**WORK TASK**
Among the records that follow, find each line holding the word "Veterans" and copy it.

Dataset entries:

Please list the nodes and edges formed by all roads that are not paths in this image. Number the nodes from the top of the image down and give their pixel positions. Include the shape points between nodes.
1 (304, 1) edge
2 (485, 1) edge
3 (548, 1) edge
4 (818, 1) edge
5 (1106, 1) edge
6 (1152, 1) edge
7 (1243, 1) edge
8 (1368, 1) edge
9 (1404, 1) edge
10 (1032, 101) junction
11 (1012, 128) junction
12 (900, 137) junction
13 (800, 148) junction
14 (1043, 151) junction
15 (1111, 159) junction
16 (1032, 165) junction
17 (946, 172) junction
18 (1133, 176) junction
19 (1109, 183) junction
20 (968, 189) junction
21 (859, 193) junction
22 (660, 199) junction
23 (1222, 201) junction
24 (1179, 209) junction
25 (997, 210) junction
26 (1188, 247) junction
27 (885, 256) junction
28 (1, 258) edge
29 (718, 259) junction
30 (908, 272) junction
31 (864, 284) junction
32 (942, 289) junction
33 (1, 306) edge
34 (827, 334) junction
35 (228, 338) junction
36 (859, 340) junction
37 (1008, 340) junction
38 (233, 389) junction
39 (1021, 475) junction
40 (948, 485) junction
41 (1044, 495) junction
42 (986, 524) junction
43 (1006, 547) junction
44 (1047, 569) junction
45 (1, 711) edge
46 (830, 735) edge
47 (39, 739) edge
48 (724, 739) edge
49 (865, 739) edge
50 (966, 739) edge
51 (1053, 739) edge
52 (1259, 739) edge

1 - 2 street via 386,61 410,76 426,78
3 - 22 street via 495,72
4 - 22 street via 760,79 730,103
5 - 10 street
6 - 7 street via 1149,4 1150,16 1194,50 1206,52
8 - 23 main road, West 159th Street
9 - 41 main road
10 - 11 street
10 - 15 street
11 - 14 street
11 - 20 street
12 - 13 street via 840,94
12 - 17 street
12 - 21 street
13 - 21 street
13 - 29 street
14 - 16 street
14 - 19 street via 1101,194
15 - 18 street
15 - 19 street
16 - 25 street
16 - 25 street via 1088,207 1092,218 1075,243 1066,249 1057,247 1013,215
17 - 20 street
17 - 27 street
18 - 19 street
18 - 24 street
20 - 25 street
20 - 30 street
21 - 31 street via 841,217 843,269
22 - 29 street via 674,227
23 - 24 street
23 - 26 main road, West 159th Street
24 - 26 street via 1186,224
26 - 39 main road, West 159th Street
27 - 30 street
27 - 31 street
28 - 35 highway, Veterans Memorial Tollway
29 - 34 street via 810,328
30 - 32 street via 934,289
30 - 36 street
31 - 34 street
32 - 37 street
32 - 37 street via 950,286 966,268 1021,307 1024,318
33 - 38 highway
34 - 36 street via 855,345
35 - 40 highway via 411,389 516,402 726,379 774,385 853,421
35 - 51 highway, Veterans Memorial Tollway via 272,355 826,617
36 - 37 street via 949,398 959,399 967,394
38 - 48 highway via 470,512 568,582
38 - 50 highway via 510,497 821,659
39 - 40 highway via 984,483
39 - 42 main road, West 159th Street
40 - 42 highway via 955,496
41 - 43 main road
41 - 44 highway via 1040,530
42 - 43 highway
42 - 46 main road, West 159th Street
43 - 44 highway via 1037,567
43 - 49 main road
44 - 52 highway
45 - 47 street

**REPLY**
28 - 35 highway, Veterans Memorial Tollway
35 - 51 highway, Veterans Memorial Tollway via 272,355 826,617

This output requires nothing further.